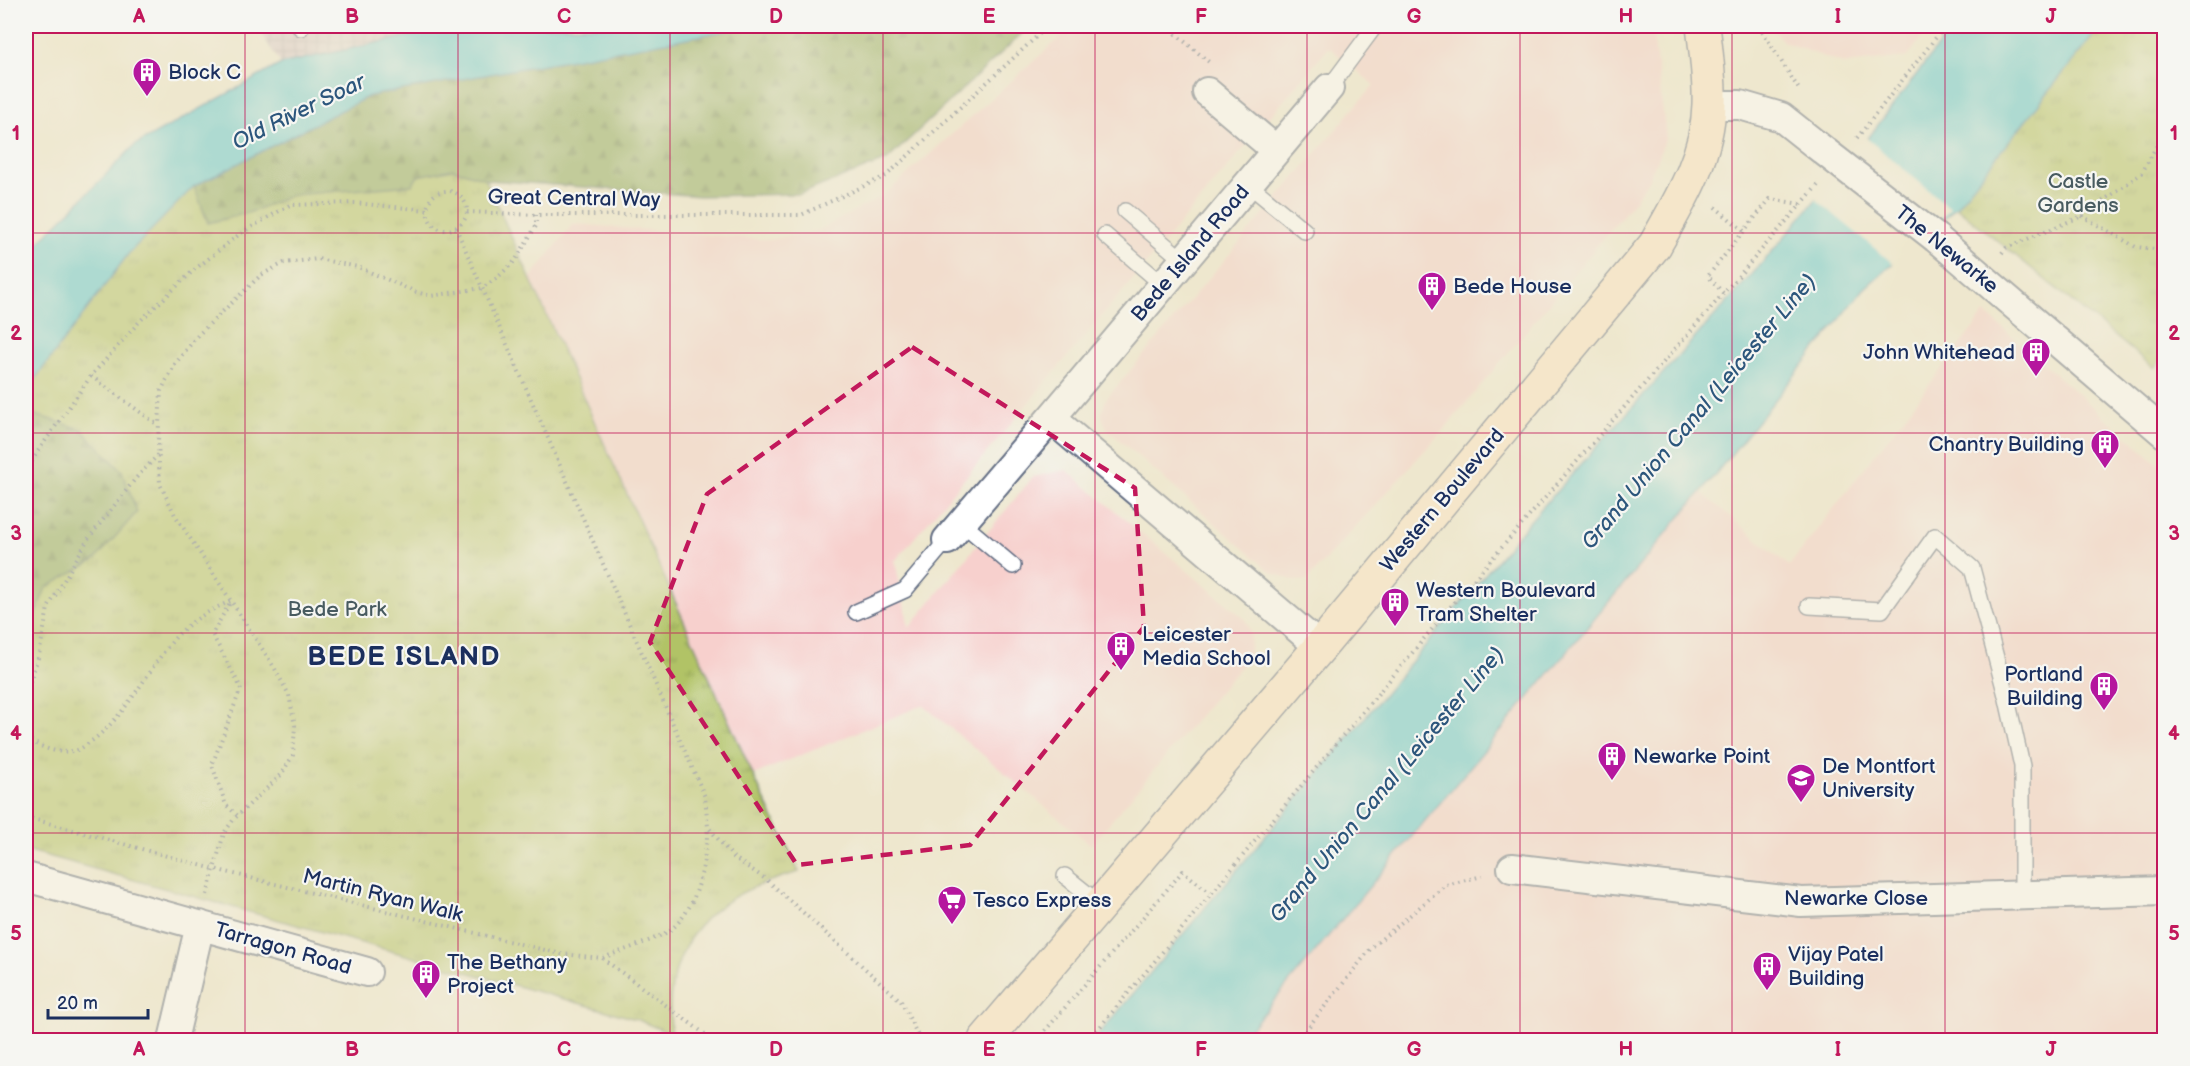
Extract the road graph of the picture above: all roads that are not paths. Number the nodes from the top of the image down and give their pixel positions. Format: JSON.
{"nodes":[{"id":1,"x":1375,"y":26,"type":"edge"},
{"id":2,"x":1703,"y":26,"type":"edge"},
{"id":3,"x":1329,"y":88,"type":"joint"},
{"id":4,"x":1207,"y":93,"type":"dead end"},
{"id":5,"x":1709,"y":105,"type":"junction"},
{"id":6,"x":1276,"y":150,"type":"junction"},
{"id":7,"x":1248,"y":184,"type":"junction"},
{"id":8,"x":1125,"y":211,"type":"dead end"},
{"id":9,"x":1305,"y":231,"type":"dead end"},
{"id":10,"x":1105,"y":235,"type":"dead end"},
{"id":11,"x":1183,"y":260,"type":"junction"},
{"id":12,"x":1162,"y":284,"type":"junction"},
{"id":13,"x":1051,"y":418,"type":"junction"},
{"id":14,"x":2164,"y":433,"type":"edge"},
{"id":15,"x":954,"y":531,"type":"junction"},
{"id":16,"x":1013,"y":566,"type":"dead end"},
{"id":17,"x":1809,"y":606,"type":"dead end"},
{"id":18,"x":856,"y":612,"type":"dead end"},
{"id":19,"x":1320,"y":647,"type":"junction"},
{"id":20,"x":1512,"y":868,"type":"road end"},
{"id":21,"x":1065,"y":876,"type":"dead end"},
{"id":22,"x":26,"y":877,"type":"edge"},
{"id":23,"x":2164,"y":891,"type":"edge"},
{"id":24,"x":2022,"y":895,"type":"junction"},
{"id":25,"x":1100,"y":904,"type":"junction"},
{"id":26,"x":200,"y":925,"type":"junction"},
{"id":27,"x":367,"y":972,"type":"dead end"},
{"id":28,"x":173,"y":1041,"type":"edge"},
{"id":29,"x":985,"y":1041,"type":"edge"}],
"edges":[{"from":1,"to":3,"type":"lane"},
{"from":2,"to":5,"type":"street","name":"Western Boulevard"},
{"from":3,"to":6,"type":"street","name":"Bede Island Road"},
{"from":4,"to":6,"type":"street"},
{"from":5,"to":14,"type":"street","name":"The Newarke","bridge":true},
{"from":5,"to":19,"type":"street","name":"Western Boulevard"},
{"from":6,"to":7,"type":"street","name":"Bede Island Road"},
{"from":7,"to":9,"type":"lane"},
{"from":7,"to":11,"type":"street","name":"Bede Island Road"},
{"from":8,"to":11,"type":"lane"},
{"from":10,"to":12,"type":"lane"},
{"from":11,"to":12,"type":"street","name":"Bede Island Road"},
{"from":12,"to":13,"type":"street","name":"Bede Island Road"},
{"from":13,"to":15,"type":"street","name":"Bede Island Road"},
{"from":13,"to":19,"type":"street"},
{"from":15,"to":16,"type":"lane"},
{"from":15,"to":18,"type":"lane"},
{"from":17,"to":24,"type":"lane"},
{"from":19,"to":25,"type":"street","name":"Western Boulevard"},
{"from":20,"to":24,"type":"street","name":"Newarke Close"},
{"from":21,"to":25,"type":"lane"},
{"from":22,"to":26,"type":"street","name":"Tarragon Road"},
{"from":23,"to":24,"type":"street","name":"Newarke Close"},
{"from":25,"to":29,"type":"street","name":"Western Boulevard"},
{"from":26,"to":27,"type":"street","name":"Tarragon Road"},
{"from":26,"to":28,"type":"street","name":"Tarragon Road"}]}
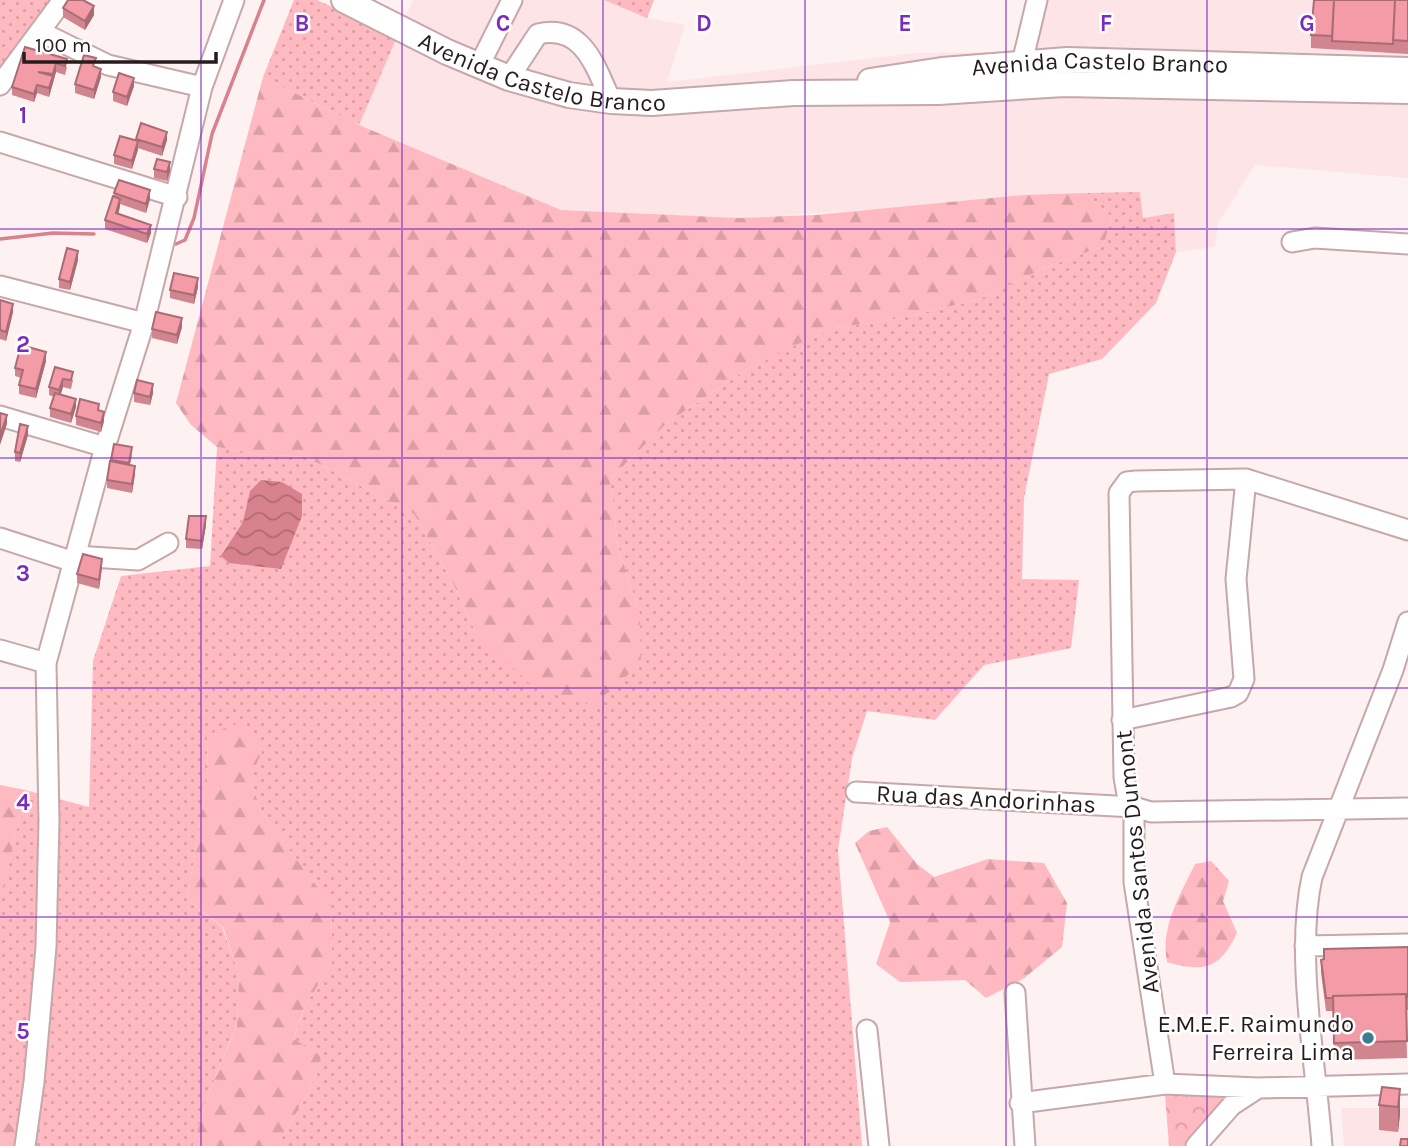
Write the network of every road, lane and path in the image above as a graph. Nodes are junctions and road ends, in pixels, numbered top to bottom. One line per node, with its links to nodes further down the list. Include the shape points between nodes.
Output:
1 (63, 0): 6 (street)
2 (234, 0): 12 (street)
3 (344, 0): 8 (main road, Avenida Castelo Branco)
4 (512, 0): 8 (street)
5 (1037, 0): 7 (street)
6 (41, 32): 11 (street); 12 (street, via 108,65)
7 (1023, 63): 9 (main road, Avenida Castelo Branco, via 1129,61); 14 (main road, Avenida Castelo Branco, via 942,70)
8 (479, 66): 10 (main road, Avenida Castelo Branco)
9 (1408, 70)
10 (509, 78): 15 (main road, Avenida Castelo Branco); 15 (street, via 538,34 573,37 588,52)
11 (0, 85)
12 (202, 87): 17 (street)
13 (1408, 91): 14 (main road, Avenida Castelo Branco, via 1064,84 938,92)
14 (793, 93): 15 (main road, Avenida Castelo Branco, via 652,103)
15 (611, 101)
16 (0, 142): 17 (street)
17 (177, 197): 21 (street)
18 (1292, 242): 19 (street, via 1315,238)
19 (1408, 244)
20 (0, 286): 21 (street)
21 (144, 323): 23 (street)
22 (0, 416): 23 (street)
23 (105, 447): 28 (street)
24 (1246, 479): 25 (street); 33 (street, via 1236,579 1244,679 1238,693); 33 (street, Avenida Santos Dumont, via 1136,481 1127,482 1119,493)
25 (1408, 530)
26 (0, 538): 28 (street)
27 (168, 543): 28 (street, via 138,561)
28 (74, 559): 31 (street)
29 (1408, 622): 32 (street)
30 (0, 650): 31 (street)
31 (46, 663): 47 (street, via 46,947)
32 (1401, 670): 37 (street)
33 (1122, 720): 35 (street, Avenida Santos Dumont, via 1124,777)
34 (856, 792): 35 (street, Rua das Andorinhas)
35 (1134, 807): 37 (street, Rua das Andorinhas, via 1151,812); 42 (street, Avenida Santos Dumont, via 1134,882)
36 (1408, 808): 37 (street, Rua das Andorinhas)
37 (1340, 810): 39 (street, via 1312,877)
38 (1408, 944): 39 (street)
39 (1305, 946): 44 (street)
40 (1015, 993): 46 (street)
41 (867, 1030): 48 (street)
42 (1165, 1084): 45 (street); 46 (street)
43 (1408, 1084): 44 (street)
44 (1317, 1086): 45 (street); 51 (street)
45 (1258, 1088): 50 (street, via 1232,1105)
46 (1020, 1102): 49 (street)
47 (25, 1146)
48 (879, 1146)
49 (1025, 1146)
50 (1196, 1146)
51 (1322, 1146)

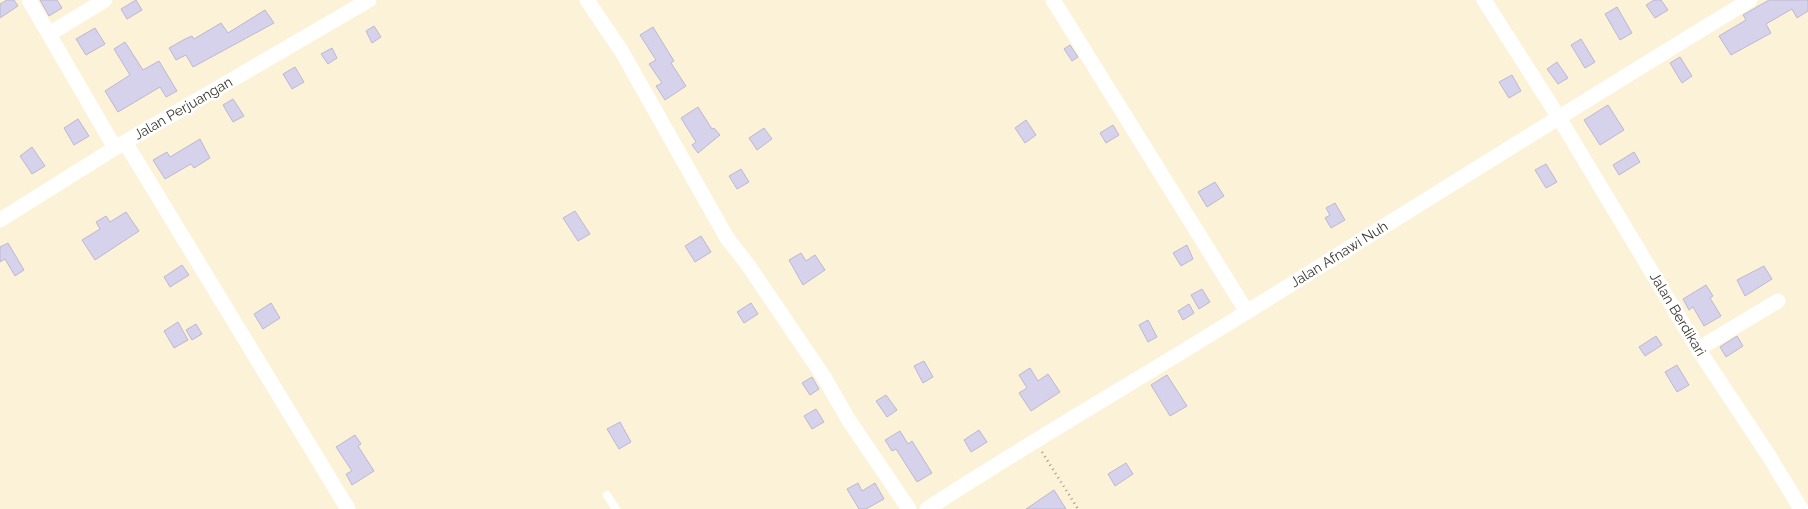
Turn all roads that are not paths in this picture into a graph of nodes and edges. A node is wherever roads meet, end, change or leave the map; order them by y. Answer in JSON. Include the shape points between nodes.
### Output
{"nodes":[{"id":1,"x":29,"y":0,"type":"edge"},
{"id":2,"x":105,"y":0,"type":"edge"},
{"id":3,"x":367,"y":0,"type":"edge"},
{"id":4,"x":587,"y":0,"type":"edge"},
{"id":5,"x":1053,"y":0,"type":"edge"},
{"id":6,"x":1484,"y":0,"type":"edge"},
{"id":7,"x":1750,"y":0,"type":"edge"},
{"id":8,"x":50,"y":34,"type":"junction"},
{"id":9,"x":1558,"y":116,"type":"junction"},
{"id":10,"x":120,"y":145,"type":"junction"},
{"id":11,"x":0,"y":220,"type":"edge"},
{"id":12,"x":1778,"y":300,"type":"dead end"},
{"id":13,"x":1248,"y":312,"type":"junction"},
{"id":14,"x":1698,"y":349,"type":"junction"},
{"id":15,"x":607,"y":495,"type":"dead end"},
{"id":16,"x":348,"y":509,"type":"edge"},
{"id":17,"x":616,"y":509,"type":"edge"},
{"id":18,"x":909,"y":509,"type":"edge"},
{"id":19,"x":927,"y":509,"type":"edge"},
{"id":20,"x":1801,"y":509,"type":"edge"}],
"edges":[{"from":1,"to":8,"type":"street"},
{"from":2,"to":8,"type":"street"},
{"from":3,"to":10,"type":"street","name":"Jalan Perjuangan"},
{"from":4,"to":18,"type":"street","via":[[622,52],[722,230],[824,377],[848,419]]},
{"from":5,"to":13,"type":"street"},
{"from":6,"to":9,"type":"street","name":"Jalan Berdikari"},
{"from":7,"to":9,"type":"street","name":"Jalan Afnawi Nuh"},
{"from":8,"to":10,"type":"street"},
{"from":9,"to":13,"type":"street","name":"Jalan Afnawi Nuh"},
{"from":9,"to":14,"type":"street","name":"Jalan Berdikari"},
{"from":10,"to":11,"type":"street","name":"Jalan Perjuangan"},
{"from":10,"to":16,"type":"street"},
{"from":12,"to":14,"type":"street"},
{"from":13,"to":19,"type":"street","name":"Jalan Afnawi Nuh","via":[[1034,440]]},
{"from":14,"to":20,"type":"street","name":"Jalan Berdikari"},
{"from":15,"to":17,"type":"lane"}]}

What is being asked –
What lines above contain the string "Island"? Copy all of them.

Result of the task –
{"from":3,"to":6,"type":"street","name":"Bede Island Road"},
{"from":6,"to":7,"type":"street","name":"Bede Island Road"},
{"from":7,"to":11,"type":"street","name":"Bede Island Road"},
{"from":11,"to":12,"type":"street","name":"Bede Island Road"},
{"from":12,"to":13,"type":"street","name":"Bede Island Road"},
{"from":13,"to":15,"type":"street","name":"Bede Island Road"},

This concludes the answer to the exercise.